Abstract

Performance-based budgeting has received increasing attention from public and for-profit organizations in an effort to achieve a fair and balanced allocation of funds among their individual producers or operating units for overall system optimization. Although existing frontier estimation models can be used to measure and rank the performance of each producer, few studies have addressed how the mismeasurement by frontier estimation models affects the budget allocation and system performance. There is therefore a need for analysis of the accuracy of performance assessments in performance-based budgeting. This paper reports the results of a Monte Carlo analysis in which measurement errors are introduced and the system throughput in various experimental scenarios is compared. Each scenario assumes a different multi-period budgeting strategy and production frontier estimation model; the frontier estimation models considered are stochastic frontier analysis (SFA) and data envelopment analysis (DEA).

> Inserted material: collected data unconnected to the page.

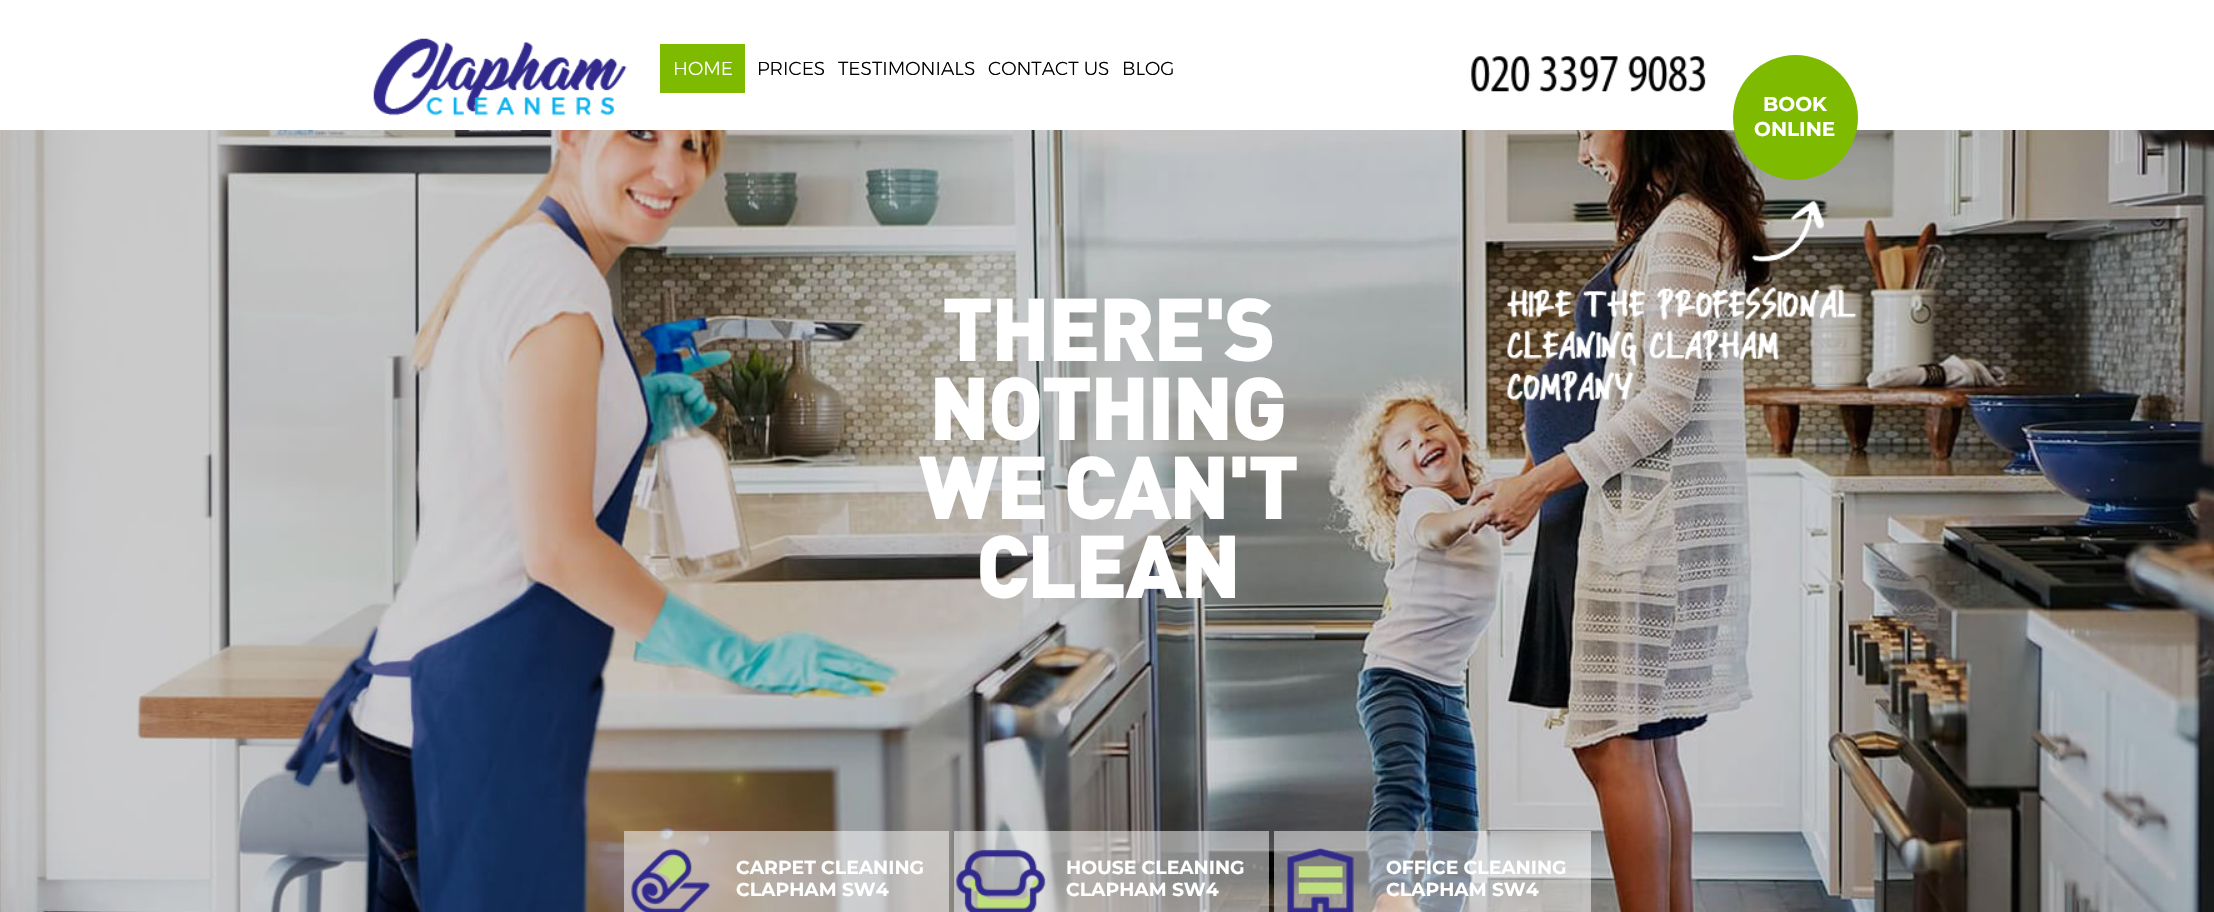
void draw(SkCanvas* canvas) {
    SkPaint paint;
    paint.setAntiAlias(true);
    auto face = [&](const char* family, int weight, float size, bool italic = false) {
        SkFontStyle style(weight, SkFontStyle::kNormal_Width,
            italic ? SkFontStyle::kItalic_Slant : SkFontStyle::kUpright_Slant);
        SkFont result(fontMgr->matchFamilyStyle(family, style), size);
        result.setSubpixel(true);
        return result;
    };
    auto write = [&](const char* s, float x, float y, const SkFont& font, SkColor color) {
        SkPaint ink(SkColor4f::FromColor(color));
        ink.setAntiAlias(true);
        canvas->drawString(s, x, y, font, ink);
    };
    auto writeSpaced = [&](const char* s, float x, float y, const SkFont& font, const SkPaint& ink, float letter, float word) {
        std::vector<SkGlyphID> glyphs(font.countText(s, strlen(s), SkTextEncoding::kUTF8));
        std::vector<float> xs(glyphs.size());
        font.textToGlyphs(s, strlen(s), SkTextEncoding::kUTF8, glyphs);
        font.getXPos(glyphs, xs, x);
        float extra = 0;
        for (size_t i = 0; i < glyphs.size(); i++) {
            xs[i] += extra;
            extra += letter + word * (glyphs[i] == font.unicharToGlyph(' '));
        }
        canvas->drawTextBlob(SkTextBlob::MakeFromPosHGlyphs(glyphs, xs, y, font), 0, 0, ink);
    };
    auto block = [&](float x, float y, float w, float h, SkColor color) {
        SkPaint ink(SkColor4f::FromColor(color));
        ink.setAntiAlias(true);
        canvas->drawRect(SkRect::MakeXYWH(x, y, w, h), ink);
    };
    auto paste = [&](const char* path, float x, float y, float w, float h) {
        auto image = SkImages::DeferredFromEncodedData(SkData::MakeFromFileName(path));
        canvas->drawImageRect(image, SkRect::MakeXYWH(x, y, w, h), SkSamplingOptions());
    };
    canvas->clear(SK_ColorWHITE);
    paste("pic1.png", 373, 38, 254, 78);
    block(660, 44, 85, 49, SkColorSetRGB(126, 186, 0));
    auto kFont1 = face("Montserrat", 300, 18.75f);
    write("HOME", 673, 75, kFont1, SK_ColorWHITE);
    write("PRICES", 757, 75, kFont1, SK_ColorBLACK);
    write("TESTIMONIALS", 838, 75, kFont1, SK_ColorBLACK);
    write("CONTACT US", 988, 75, kFont1, SK_ColorBLACK);
    write("BLOG", 1122, 75, kFont1, SK_ColorBLACK);
    paste("pic2.png", 1471, 56, 235, 36);
    paste("pic3.png", 0, 130, 2214, 782);
    paint.setColor(SkColorSetRGB(126, 186, 0));
    canvas->drawCircle(1795.5f, 117.5f, 62.5f, paint);
    auto kFont2 = face("Montserrat", 700, 20);
    write("BOOK", 1763, 111, kFont2, SK_ColorWHITE);
    write("ONLINE", 1754, 136, kFont2, SK_ColorWHITE);
    paste("pic4.png", 1507, 200, 350, 203);
    auto kFont3 = face("DIN", 900, 87.5f);
    paint.setColor(SK_ColorWHITE);
    writeSpaced("THERE'S", 942, 361, kFont3, paint, -2.5f, 0);
    writeSpaced("NOTHING", 929, 440, kFont3, paint, -2.5f, 0);
    writeSpaced("WE CAN'T", 919, 519, kFont3, paint, -2.5f, 0);
    writeSpaced("CLEAN", 976, 598, kFont3, paint, -2.5f, 0);
    block(624, 831, 325, 81, SkColorSetARGB(128, 255, 255, 255));
    paste("pic5.png", 631, 848, 80, 64);
    auto kFont4 = face("Montserrat", 700, 18.75f);
    write("CARPET CLEANING", 736, 874, kFont4, SK_ColorWHITE);
    write("CLAPHAM SW4", 736, 896, kFont4, SK_ColorWHITE);
    block(954, 831, 315, 81, SkColorSetARGB(128, 255, 255, 255));
    paste("pic6.png", 956, 849, 90, 63);
    write("HOUSE CLEANING", 1066, 874, kFont4, SK_ColorWHITE);
    write("CLAPHAM SW4", 1066, 896, kFont4, SK_ColorWHITE);
    block(1274, 831, 317, 81, SkColorSetARGB(128, 255, 255, 255));
    paste("pic7.png", 1287, 848, 67, 64);
    write("OFFICE CLEANING", 1386, 874, kFont4, SK_ColorWHITE);
    write("CLAPHAM SW4", 1386, 896, kFont4, SK_ColorWHITE);
}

The main results are as follows: (1) the selection of a proper budgeting strategy and benchmark model can lead to substantial improvement in the system throughput; (2) a “peanut butter” strategy outperforms a discriminative strategy in the presence of relatively high measurement errors, but a discriminative strategy is preferred for small measurement errors; (3) frontier estimation models outperform models with randomly-generated ranks even in cases with relatively high measurement errors; (4) SFA outperforms DEA for small measurement errors, but DEA becomes increasingly favorable relative to SFA as the measurement errors increase.